SUPPLIED ENTRIES.
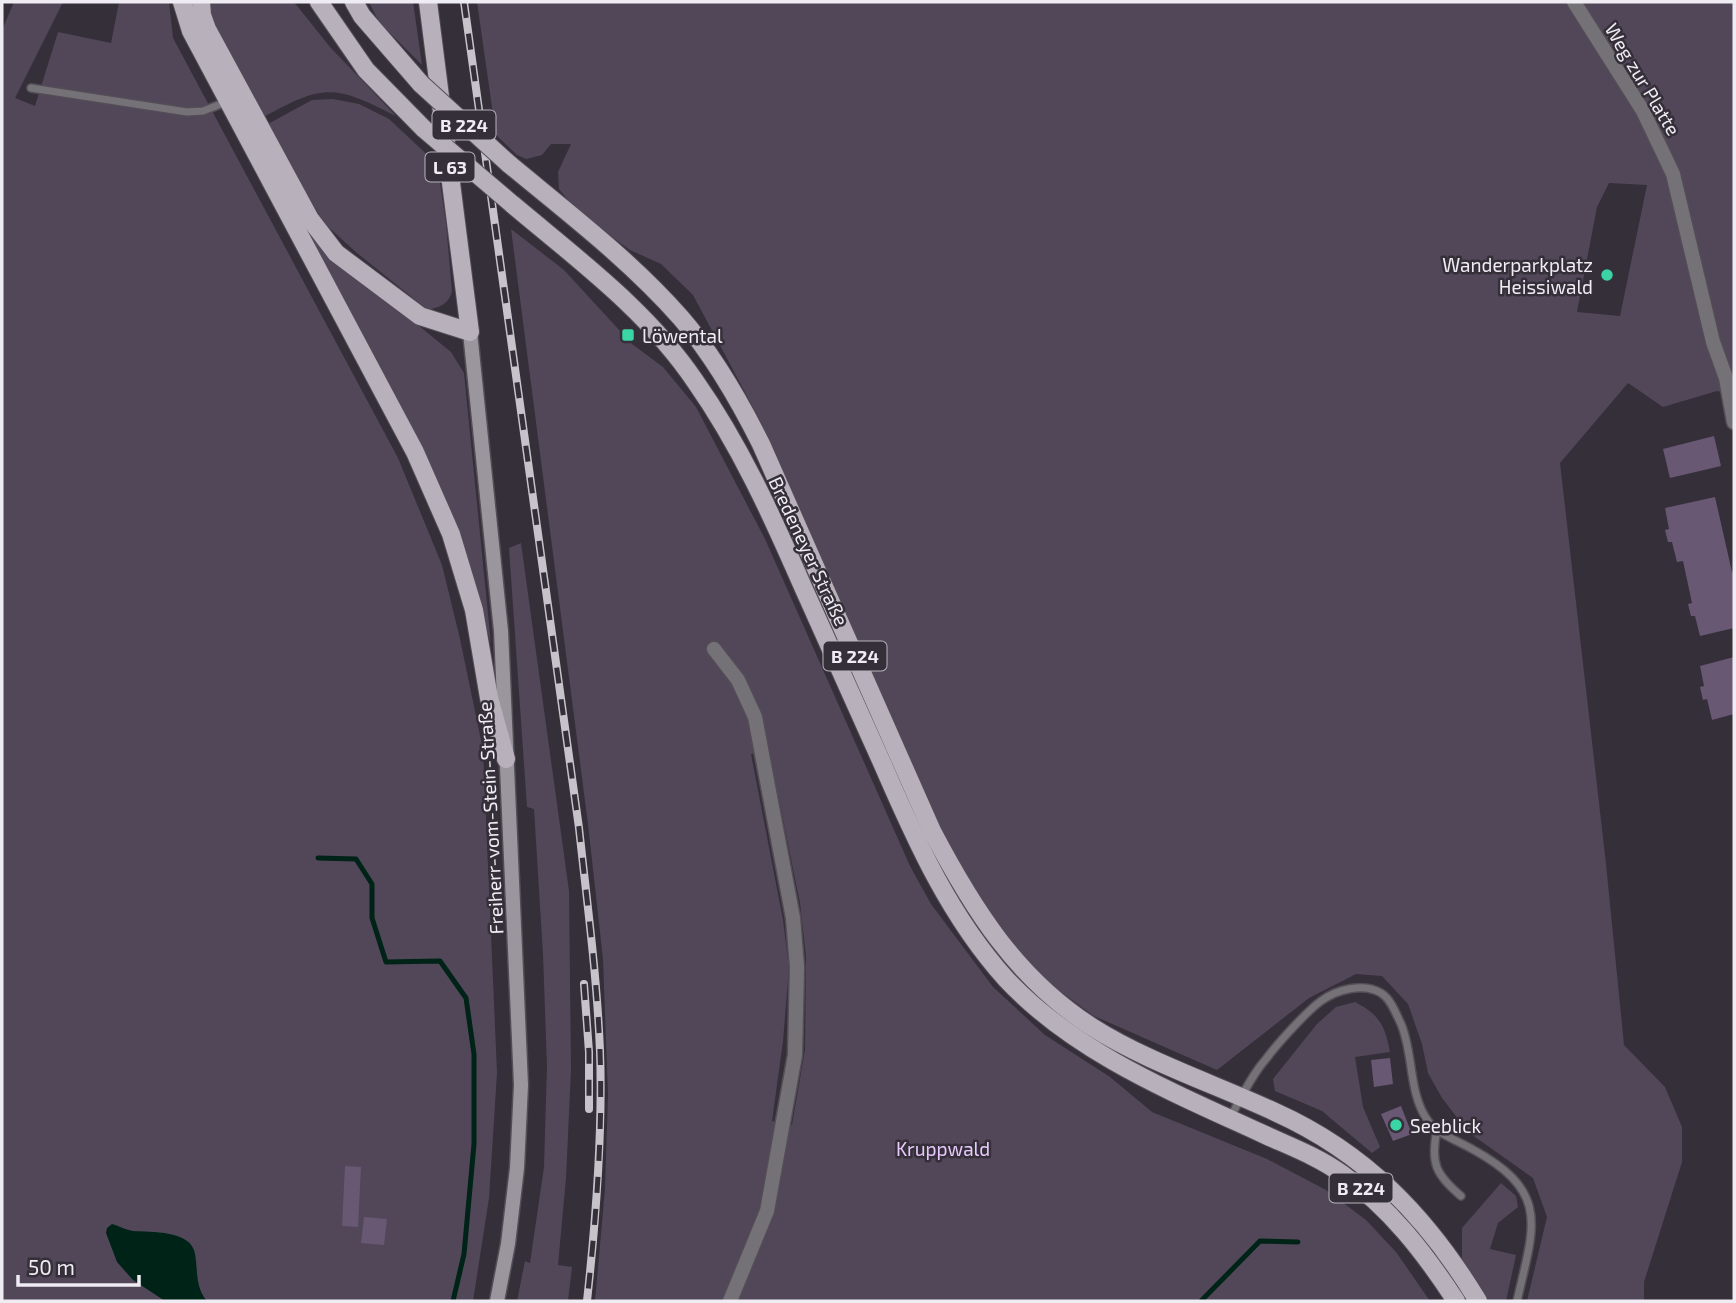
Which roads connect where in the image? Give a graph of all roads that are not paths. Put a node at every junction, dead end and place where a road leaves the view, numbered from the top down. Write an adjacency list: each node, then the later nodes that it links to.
1 (182, 2): 8 (main road)
2 (201, 2): 8 (main road)
3 (319, 2): 14 (main road, Bredeneyer Straße / B 224, bridge)
4 (354, 2): 13 (main road, Bredeneyer Straße / B 224, bridge)
5 (428, 2): 9 (main road, L 63)
6 (1574, 2): 10 (street, Weg zur Platte)
7 (31, 88): 8 (lane)
8 (236, 98): 9 (main road); 12 (main road)
9 (470, 332): 12 (main road, Freiherr-vom-Stein-Straße / L 63)
10 (1734, 422)
11 (714, 649): 18 (street)
12 (506, 758): 17 (main road, Freiherr-vom-Stein-Straße / L 63)
13 (1241, 1097): 14 (lane); 15 (lane); 20 (main road, Bredeneyer Straße / B 224)
14 (1230, 1118): 19 (main road, Bredeneyer Straße / B 224)
15 (1437, 1130): 16 (lane); 21 (lane)
16 (1461, 1196)
17 (497, 1301)
18 (730, 1301)
19 (1456, 1301)
20 (1478, 1301)
21 (1517, 1301)

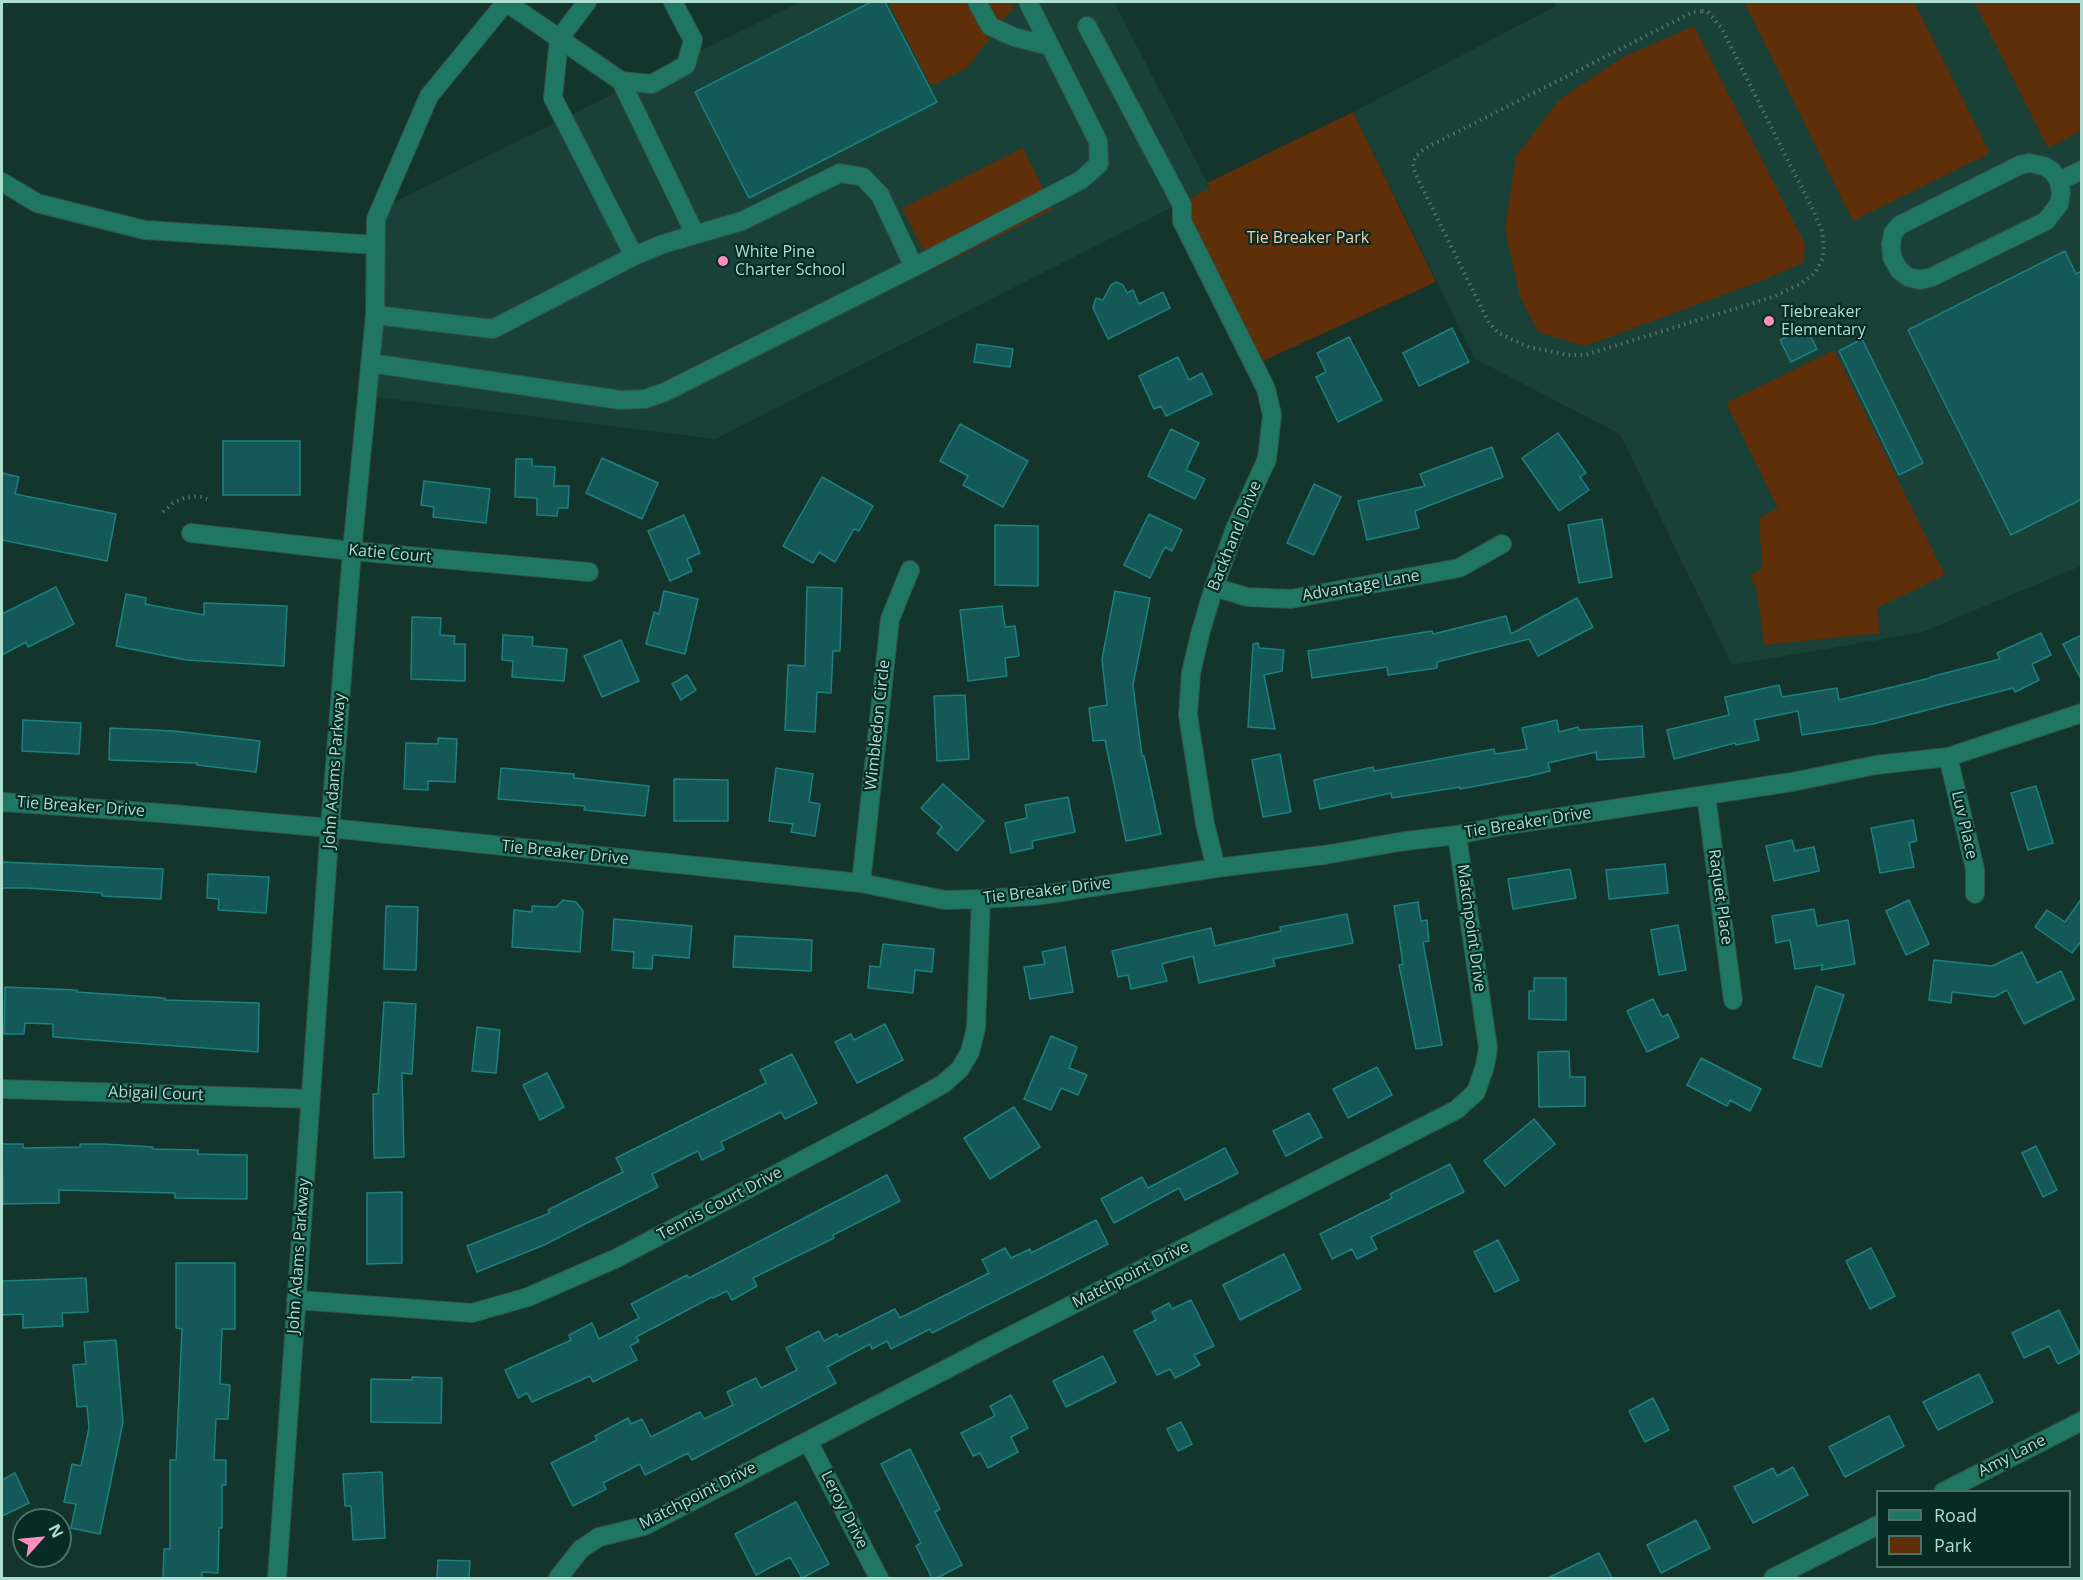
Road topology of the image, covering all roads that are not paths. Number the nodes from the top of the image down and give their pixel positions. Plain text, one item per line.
1 (506, 2) edge
2 (587, 2) edge
3 (673, 2) edge
4 (977, 2) edge
5 (1028, 2) edge
6 (1087, 26) dead end
7 (559, 39) junction
8 (1050, 46) junction
9 (621, 81) junction
10 (2082, 170) edge
11 (2059, 181) junction
12 (2, 182) edge
13 (695, 234) junction
14 (376, 244) junction
15 (633, 256) junction
16 (914, 267) junction
17 (375, 315) junction
18 (370, 363) junction
19 (191, 533) dead end
20 (1502, 544) dead end
21 (352, 551) junction
22 (910, 570) dead end
23 (589, 572) dead end
24 (1214, 587) junction
25 (2082, 713) edge
26 (1948, 757) junction
27 (1706, 795) junction
28 (2, 802) edge
29 (330, 828) junction
30 (1456, 835) junction
31 (1216, 867) junction
32 (861, 883) junction
33 (1975, 894) dead end
34 (981, 899) junction
35 (1733, 1000) dead end
36 (2, 1089) edge
37 (311, 1099) junction
38 (296, 1300) junction
39 (2082, 1421) edge
40 (808, 1441) junction
41 (1945, 1490) edge
42 (1876, 1526) edge
43 (277, 1578) edge
44 (558, 1578) edge
45 (879, 1578) edge
46 (1773, 1578) edge

1 - 7 street
1 - 14 street, John Adams Parkway
2 - 7 street
3 - 9 street
4 - 8 street
5 - 8 street
6 - 24 street, Backhand Drive
7 - 9 street
7 - 15 street
8 - 16 street
9 - 13 street
10 - 11 street
11 - 11 street
12 - 14 street
13 - 15 street
13 - 16 street
14 - 17 street, John Adams Parkway
15 - 17 street
16 - 18 street
17 - 18 street, John Adams Parkway
18 - 21 street, John Adams Parkway
19 - 21 street, Katie Court
20 - 24 street, Advantage Lane
21 - 23 street, Katie Court
21 - 29 street, John Adams Parkway
22 - 32 street, Wimbledon Circle
24 - 31 street, Backhand Drive
25 - 26 street, Tie Breaker Drive
26 - 27 street, Tie Breaker Drive
26 - 33 street, Luv Place
27 - 30 street, Tie Breaker Drive
27 - 35 street, Raquet Place
28 - 29 street, Tie Breaker Drive
29 - 32 street, Tie Breaker Drive
29 - 37 street, John Adams Parkway
30 - 31 street, Tie Breaker Drive
30 - 40 street, Matchpoint Drive
31 - 34 street, Tie Breaker Drive
32 - 34 street, Tie Breaker Drive
34 - 38 street, Tennis Court Drive
36 - 37 street, Abigail Court
37 - 38 street, John Adams Parkway
38 - 43 street, John Adams Parkway
39 - 41 street, Amy Lane
40 - 44 street, Matchpoint Drive
40 - 45 street, Leroy Drive
42 - 46 street

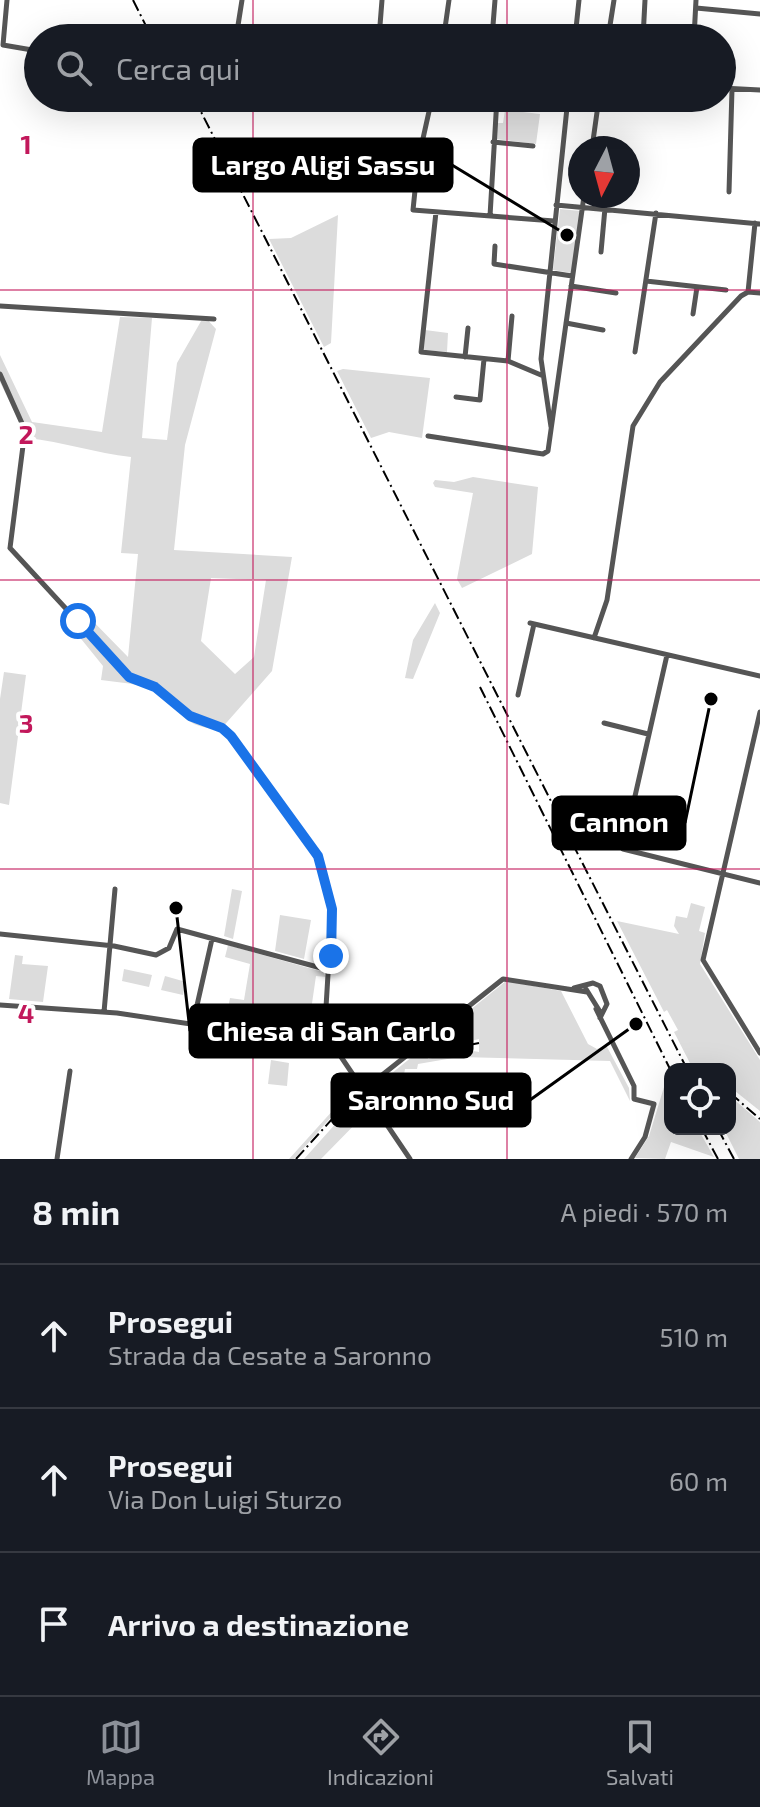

EXERCISE DESCRIPTION.
In which lines of the material above does the string "Straße" occur? Copy them all.

TASK ANSWER.
3 (319, 2): 14 (main road, Bredeneyer Straße / B 224, bridge)
4 (354, 2): 13 (main road, Bredeneyer Straße / B 224, bridge)
9 (470, 332): 12 (main road, Freiherr-vom-Stein-Straße / L 63)
12 (506, 758): 17 (main road, Freiherr-vom-Stein-Straße / L 63)
13 (1241, 1097): 14 (lane); 15 (lane); 20 (main road, Bredeneyer Straße / B 224)
14 (1230, 1118): 19 (main road, Bredeneyer Straße / B 224)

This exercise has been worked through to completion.